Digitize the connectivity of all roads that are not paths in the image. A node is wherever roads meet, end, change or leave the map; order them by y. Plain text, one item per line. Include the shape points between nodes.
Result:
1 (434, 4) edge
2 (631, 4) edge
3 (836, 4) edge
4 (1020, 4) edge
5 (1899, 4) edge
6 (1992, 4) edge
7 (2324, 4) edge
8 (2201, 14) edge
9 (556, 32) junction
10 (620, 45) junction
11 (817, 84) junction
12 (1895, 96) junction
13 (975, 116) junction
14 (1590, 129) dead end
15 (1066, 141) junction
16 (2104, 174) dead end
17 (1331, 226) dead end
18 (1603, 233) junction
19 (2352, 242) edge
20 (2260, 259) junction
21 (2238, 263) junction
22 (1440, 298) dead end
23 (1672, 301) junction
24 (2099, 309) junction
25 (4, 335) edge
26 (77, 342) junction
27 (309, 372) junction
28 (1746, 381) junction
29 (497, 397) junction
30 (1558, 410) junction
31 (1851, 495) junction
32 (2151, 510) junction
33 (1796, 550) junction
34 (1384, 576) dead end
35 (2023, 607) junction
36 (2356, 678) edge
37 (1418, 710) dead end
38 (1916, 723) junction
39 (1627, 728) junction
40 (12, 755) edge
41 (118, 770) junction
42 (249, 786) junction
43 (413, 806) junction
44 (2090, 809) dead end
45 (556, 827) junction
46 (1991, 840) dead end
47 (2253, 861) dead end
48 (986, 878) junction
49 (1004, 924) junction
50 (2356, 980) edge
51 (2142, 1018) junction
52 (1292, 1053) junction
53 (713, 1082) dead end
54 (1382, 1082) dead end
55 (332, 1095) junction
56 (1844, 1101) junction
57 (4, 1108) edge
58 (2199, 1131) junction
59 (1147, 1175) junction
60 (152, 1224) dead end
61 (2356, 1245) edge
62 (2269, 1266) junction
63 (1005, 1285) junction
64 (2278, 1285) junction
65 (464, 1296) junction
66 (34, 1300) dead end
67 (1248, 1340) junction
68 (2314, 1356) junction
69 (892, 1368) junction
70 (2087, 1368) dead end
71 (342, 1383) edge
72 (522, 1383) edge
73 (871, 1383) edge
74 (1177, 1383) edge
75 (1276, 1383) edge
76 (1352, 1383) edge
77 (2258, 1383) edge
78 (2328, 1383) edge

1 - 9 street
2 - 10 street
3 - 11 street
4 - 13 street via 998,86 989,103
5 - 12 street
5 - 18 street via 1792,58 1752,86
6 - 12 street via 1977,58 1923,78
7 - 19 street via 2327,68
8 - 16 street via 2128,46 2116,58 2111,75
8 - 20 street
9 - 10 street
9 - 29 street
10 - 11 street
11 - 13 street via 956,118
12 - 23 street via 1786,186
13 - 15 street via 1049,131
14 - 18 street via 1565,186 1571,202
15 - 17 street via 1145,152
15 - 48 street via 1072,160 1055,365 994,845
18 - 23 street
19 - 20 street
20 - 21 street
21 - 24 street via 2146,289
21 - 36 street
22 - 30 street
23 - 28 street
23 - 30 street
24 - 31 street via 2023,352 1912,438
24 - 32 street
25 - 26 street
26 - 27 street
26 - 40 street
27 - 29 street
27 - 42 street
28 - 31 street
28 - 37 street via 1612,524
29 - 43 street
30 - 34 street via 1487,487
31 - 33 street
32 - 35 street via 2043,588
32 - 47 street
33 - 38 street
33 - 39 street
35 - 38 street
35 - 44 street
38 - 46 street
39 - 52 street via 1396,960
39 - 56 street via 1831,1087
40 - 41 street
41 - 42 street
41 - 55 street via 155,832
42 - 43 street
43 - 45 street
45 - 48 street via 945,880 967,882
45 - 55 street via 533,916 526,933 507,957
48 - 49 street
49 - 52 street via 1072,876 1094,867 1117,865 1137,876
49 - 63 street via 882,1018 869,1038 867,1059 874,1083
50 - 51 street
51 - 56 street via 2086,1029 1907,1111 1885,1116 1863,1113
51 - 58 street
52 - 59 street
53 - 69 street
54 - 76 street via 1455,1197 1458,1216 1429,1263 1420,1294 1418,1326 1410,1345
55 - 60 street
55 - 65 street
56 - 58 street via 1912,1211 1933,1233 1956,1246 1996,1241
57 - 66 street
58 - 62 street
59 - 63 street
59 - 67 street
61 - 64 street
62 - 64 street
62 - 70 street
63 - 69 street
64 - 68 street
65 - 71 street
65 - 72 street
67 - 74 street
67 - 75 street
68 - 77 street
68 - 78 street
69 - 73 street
***
- **What needs to be done**
Every line above should be retyped exactly as given.

- **Response to the exercise**
Digitize the connectivity of all roads that are not paths in the image. A node is wherever roads meet, end, change or leave the map; order them by y. Plain text, one item per line. Include the shape points between nodes.
Result:
1 (434, 4) edge
2 (631, 4) edge
3 (836, 4) edge
4 (1020, 4) edge
5 (1899, 4) edge
6 (1992, 4) edge
7 (2324, 4) edge
8 (2201, 14) edge
9 (556, 32) junction
10 (620, 45) junction
11 (817, 84) junction
12 (1895, 96) junction
13 (975, 116) junction
14 (1590, 129) dead end
15 (1066, 141) junction
16 (2104, 174) dead end
17 (1331, 226) dead end
18 (1603, 233) junction
19 (2352, 242) edge
20 (2260, 259) junction
21 (2238, 263) junction
22 (1440, 298) dead end
23 (1672, 301) junction
24 (2099, 309) junction
25 (4, 335) edge
26 (77, 342) junction
27 (309, 372) junction
28 (1746, 381) junction
29 (497, 397) junction
30 (1558, 410) junction
31 (1851, 495) junction
32 (2151, 510) junction
33 (1796, 550) junction
34 (1384, 576) dead end
35 (2023, 607) junction
36 (2356, 678) edge
37 (1418, 710) dead end
38 (1916, 723) junction
39 (1627, 728) junction
40 (12, 755) edge
41 (118, 770) junction
42 (249, 786) junction
43 (413, 806) junction
44 (2090, 809) dead end
45 (556, 827) junction
46 (1991, 840) dead end
47 (2253, 861) dead end
48 (986, 878) junction
49 (1004, 924) junction
50 (2356, 980) edge
51 (2142, 1018) junction
52 (1292, 1053) junction
53 (713, 1082) dead end
54 (1382, 1082) dead end
55 (332, 1095) junction
56 (1844, 1101) junction
57 (4, 1108) edge
58 (2199, 1131) junction
59 (1147, 1175) junction
60 (152, 1224) dead end
61 (2356, 1245) edge
62 (2269, 1266) junction
63 (1005, 1285) junction
64 (2278, 1285) junction
65 (464, 1296) junction
66 (34, 1300) dead end
67 (1248, 1340) junction
68 (2314, 1356) junction
69 (892, 1368) junction
70 (2087, 1368) dead end
71 (342, 1383) edge
72 (522, 1383) edge
73 (871, 1383) edge
74 (1177, 1383) edge
75 (1276, 1383) edge
76 (1352, 1383) edge
77 (2258, 1383) edge
78 (2328, 1383) edge

1 - 9 street
2 - 10 street
3 - 11 street
4 - 13 street via 998,86 989,103
5 - 12 street
5 - 18 street via 1792,58 1752,86
6 - 12 street via 1977,58 1923,78
7 - 19 street via 2327,68
8 - 16 street via 2128,46 2116,58 2111,75
8 - 20 street
9 - 10 street
9 - 29 street
10 - 11 street
11 - 13 street via 956,118
12 - 23 street via 1786,186
13 - 15 street via 1049,131
14 - 18 street via 1565,186 1571,202
15 - 17 street via 1145,152
15 - 48 street via 1072,160 1055,365 994,845
18 - 23 street
19 - 20 street
20 - 21 street
21 - 24 street via 2146,289
21 - 36 street
22 - 30 street
23 - 28 street
23 - 30 street
24 - 31 street via 2023,352 1912,438
24 - 32 street
25 - 26 street
26 - 27 street
26 - 40 street
27 - 29 street
27 - 42 street
28 - 31 street
28 - 37 street via 1612,524
29 - 43 street
30 - 34 street via 1487,487
31 - 33 street
32 - 35 street via 2043,588
32 - 47 street
33 - 38 street
33 - 39 street
35 - 38 street
35 - 44 street
38 - 46 street
39 - 52 street via 1396,960
39 - 56 street via 1831,1087
40 - 41 street
41 - 42 street
41 - 55 street via 155,832
42 - 43 street
43 - 45 street
45 - 48 street via 945,880 967,882
45 - 55 street via 533,916 526,933 507,957
48 - 49 street
49 - 52 street via 1072,876 1094,867 1117,865 1137,876
49 - 63 street via 882,1018 869,1038 867,1059 874,1083
50 - 51 street
51 - 56 street via 2086,1029 1907,1111 1885,1116 1863,1113
51 - 58 street
52 - 59 street
53 - 69 street
54 - 76 street via 1455,1197 1458,1216 1429,1263 1420,1294 1418,1326 1410,1345
55 - 60 street
55 - 65 street
56 - 58 street via 1912,1211 1933,1233 1956,1246 1996,1241
57 - 66 street
58 - 62 street
59 - 63 street
59 - 67 street
61 - 64 street
62 - 64 street
62 - 70 street
63 - 69 street
64 - 68 street
65 - 71 street
65 - 72 street
67 - 74 street
67 - 75 street
68 - 77 street
68 - 78 street
69 - 73 street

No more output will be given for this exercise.